EXERCISE REQUIREMENTS. The full set of entries below needs to be written out exactly.

MATERIAL FOR THE TASK.

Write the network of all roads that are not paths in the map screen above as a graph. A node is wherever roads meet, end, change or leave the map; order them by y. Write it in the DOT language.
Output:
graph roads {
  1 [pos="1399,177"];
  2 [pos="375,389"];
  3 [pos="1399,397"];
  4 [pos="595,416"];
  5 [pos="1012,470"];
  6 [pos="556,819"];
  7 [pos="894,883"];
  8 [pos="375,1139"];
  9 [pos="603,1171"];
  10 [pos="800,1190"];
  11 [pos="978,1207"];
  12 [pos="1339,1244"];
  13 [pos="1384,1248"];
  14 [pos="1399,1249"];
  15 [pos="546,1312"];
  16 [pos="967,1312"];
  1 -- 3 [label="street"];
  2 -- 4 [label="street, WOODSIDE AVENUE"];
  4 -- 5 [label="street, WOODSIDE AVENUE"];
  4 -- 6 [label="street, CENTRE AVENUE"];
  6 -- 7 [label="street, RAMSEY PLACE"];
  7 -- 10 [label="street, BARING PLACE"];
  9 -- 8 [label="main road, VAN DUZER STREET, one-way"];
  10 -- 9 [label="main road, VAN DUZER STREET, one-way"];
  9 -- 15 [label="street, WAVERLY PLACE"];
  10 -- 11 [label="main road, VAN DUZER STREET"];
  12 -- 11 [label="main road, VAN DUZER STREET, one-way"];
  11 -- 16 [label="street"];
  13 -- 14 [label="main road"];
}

OUTPUT FOR THIS TASK.
Write the network of all roads that are not paths in the map screen above as a graph. A node is wherever roads meet, end, change or leave the map; order them by y. Write it in the DOT language.
Output:
graph roads {
  1 [pos="1399,177"];
  2 [pos="375,389"];
  3 [pos="1399,397"];
  4 [pos="595,416"];
  5 [pos="1012,470"];
  6 [pos="556,819"];
  7 [pos="894,883"];
  8 [pos="375,1139"];
  9 [pos="603,1171"];
  10 [pos="800,1190"];
  11 [pos="978,1207"];
  12 [pos="1339,1244"];
  13 [pos="1384,1248"];
  14 [pos="1399,1249"];
  15 [pos="546,1312"];
  16 [pos="967,1312"];
  1 -- 3 [label="street"];
  2 -- 4 [label="street, WOODSIDE AVENUE"];
  4 -- 5 [label="street, WOODSIDE AVENUE"];
  4 -- 6 [label="street, CENTRE AVENUE"];
  6 -- 7 [label="street, RAMSEY PLACE"];
  7 -- 10 [label="street, BARING PLACE"];
  9 -- 8 [label="main road, VAN DUZER STREET, one-way"];
  10 -- 9 [label="main road, VAN DUZER STREET, one-way"];
  9 -- 15 [label="street, WAVERLY PLACE"];
  10 -- 11 [label="main road, VAN DUZER STREET"];
  12 -- 11 [label="main road, VAN DUZER STREET, one-way"];
  11 -- 16 [label="street"];
  13 -- 14 [label="main road"];
}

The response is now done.